A simple implementation of a union-find structure uses a collection of linked lists. Each list has a head node that contains the following: 

- size of the set
- name of the set
- pointer to the first and lat nodes of a linked list containing pointers to all elements of the set

Under this architecture, find(e) takes $O(1)$ time thanks to the aforementioned pointers. makeSet() also takes $O(1)$ time since it involves creating a new head node. union(A,B) takes $O(n)$ time as two linked lists must be joined into one and the head pointers for all nodes must be updated

Performing a sequence, $\phi$, of m union and find operations starting from n singleton sets using the list-based implementation of a union-find structure takes $O(nlogn + n)$ time.

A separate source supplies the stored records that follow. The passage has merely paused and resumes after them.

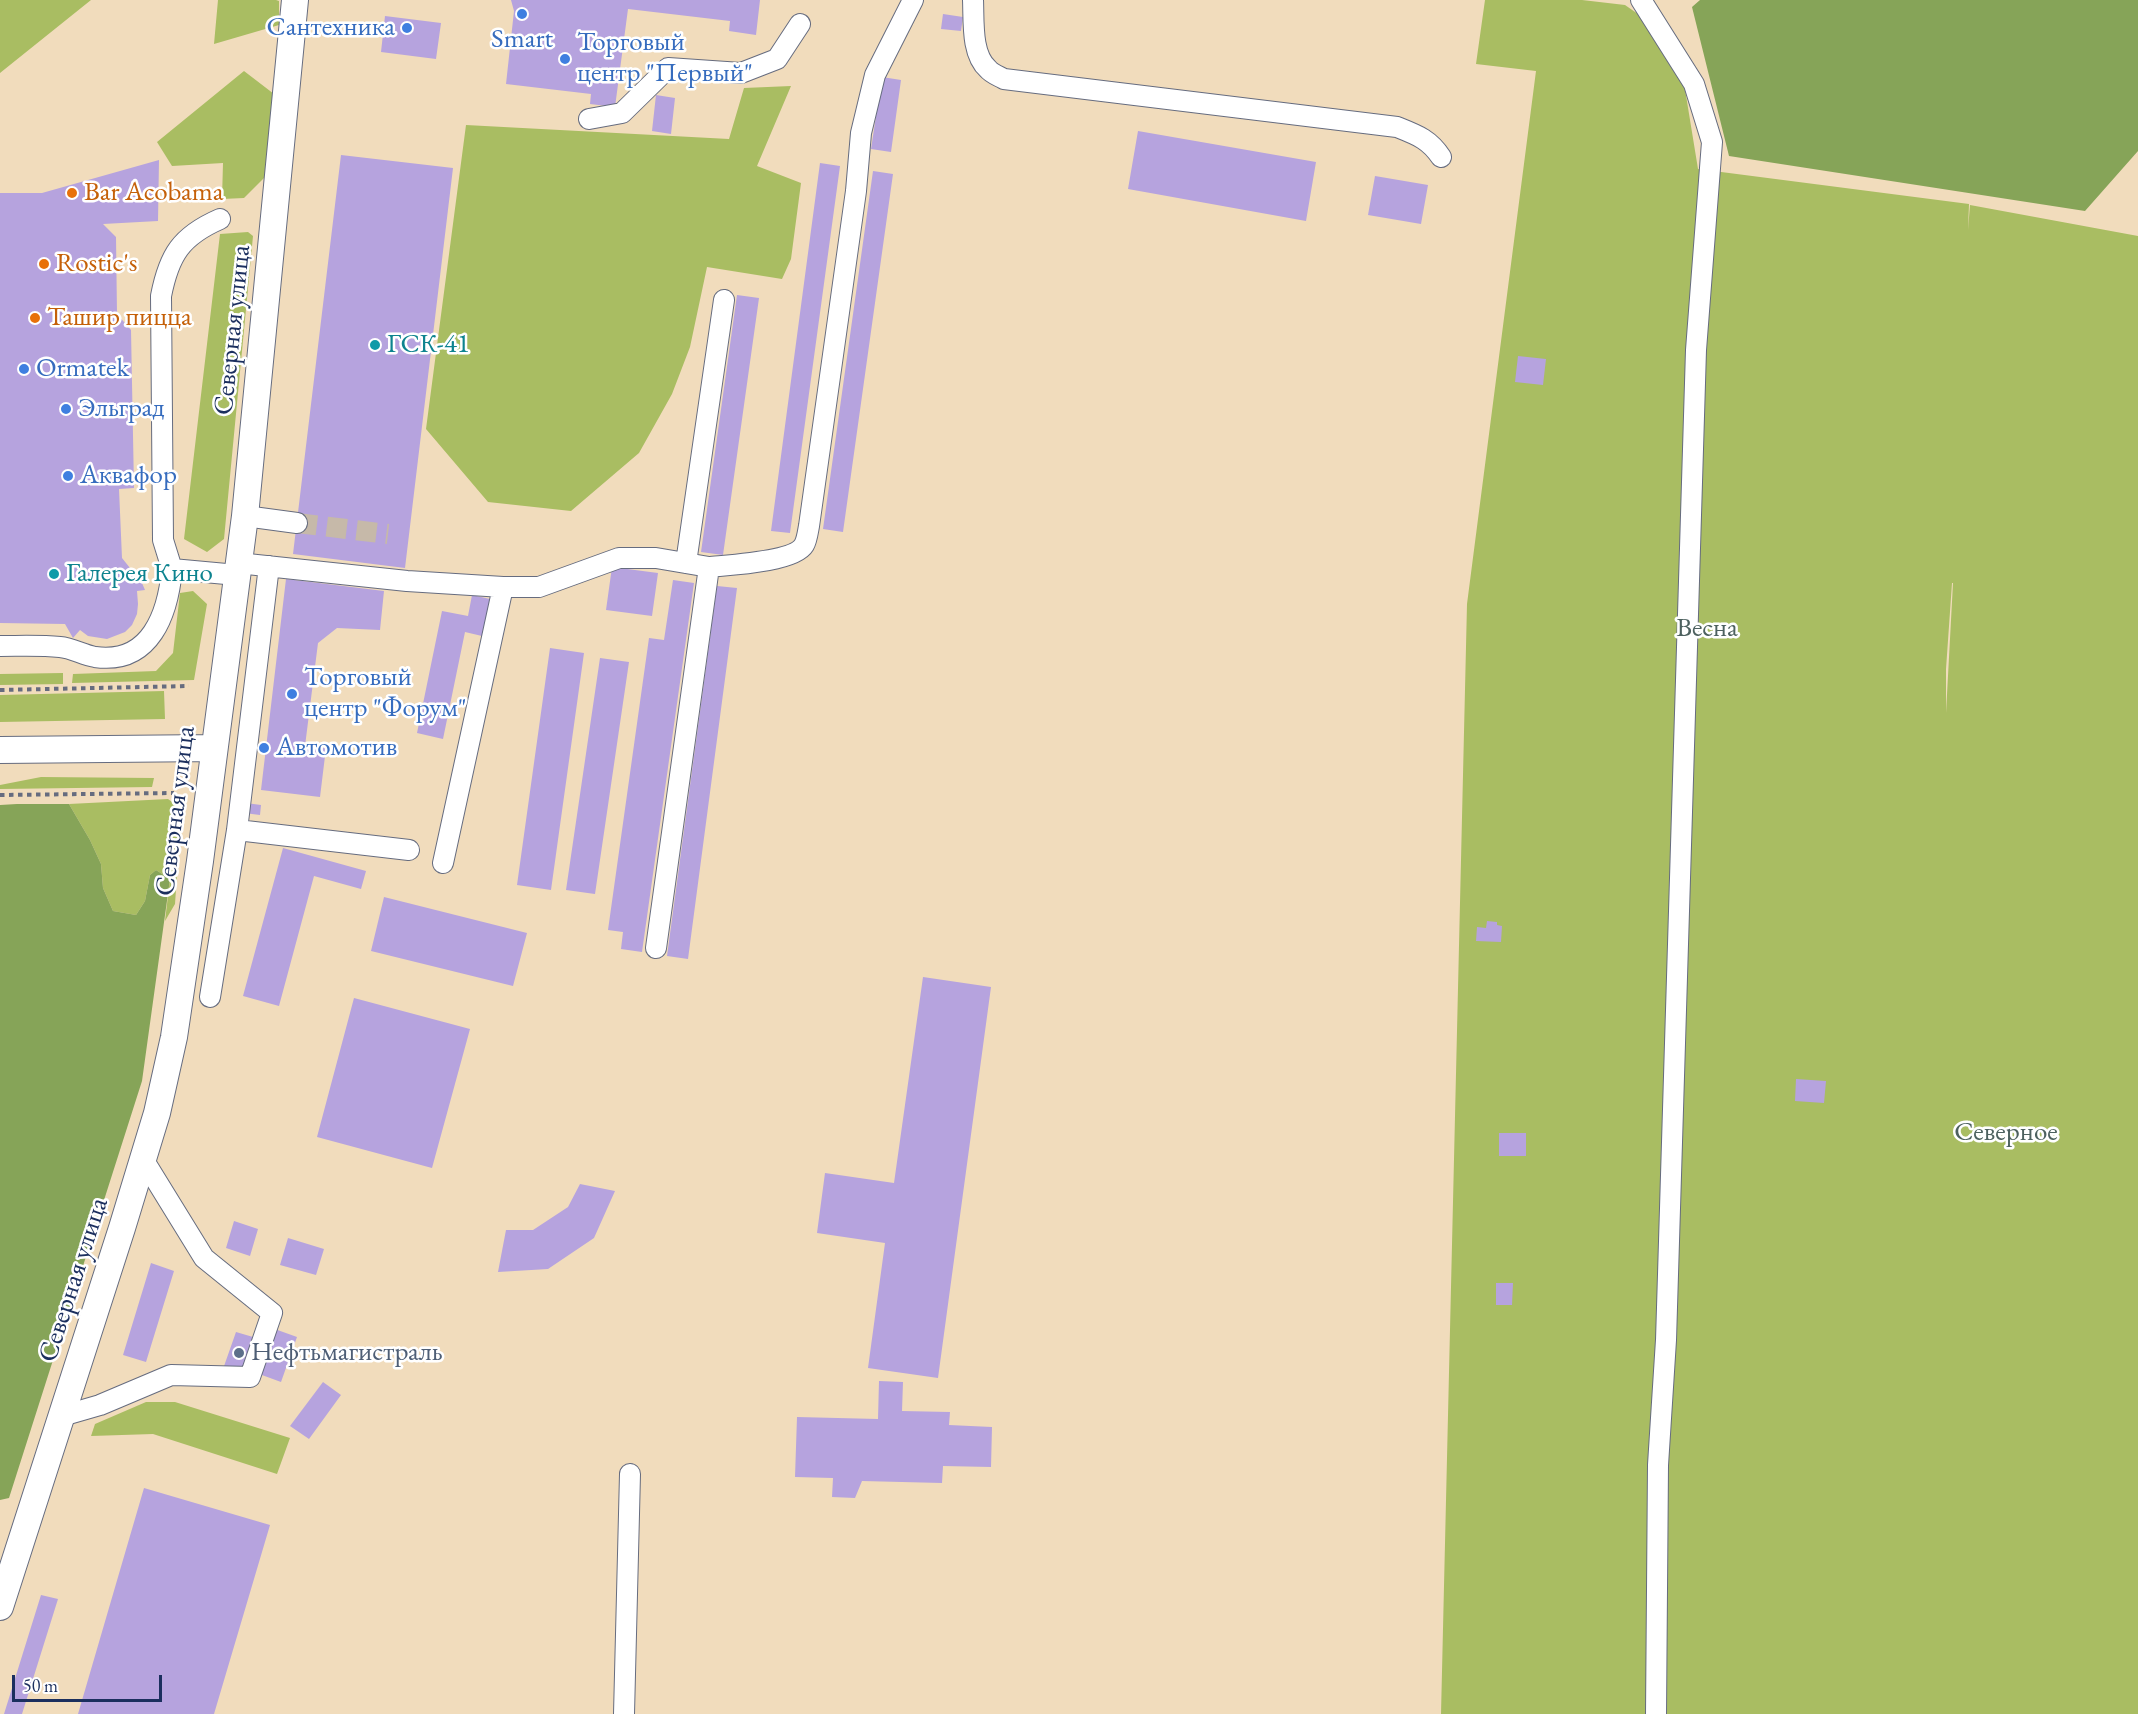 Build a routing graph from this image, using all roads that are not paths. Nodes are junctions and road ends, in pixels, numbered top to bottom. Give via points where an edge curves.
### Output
1 (296, 0) edge
2 (913, 0) edge
3 (973, 0) edge
4 (1641, 0) edge
5 (800, 24) dead end
6 (589, 119) dead end
7 (1442, 157) dead end
8 (220, 219) dead end
9 (724, 300) dead end
10 (245, 516) junction
11 (297, 523) tunnel mouth
12 (686, 563) junction
13 (269, 566) junction
14 (709, 567) junction
15 (172, 569) junction
16 (237, 569) junction
17 (503, 587) junction
18 (0, 646) edge
19 (214, 748) junction
20 (0, 750) edge
21 (237, 830) junction
22 (409, 850) dead end
23 (443, 862) dead end
24 (656, 948) dead end
25 (210, 997) dead end
26 (143, 1159) junction
27 (62, 1416) junction
28 (630, 1474) dead end
29 (0, 1606) edge
30 (624, 1714) edge
31 (1656, 1714) edge

1 - 10 main road, Северная улица
2 - 14 lane via 875,75 861,133 804,545 794,553 763,561
3 - 7 lane via 980,59 988,70 1004,79 1397,127 1433,145
4 - 31 lane via 1694,84 1712,142 1696,350 1658,1465
5 - 6 lane via 777,58 741,73 668,68 621,113
8 - 15 lane via 201,227 174,252 161,296 164,540
9 - 12 lane
10 - 11 lane
10 - 16 main road, Северная улица
12 - 14 lane
12 - 17 lane via 619,558 539,587
13 - 16 lane
13 - 17 lane
13 - 21 lane
14 - 24 lane
15 - 16 lane
15 - 18 lane via 168,602 159,622 148,640 132,652 104,658 62,647
16 - 19 main road, Северная улица
17 - 23 lane
19 - 20 main road
19 - 26 main road, Северная улица via 174,1037
21 - 22 lane
21 - 25 lane
26 - 27 main road, Северная улица
26 - 27 lane via 204,1258 272,1313 250,1377 171,1375 100,1405
27 - 29 main road, Северная улица
28 - 30 lane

The amortized running time of each union operation is $O(logn)$ and is $O(1)$ for each makeSet and find operation

## Tree-based Implementation

Alternatively, a collection of trees may be used, with each tree associated with a different set. Under this approach, union operations are performed in $O(1)$ time as the parent pointer of the root of one tree may be pointed to the root of another tree

The following heuristics are added to improve speed:

- **union-by-size**: store with each node v the size of the sub-tree rooted at v, denoted by n(v). In a union, the tree of the smaller set is made a sub-tree of the other tree, and the size field of the root is updated
- **path compression**: in a find operation, for each node v that find visits, reset the parent pointer from v to point to the root

Performing a sequence, $\phi$, of m union and find operations, starting from n singleton sets using the tree-based implementation of a union-find structure takes $O(n + mlogn)$ time

The analysis of this tree-based implementation is based on the use of $\alpha(n)$, a very slow-growing function that is the inverse of the fast-growing **Ackermann function**

If node w is the parent of node v, then r(v) < r(w)

The number of nodes of rank s, $0\leq s \leq \lfoor logn \rfloor + 2$, is at most $\frac{n}{2^{s-2}}$

Therefore, in a sequence $\alpha$ of m union and find operations performed using union-by-size and path compression, starting with a collection of n single-element sets, the total time to perform the operations in $\alpha$ is $O((n+m)\alpha(n))$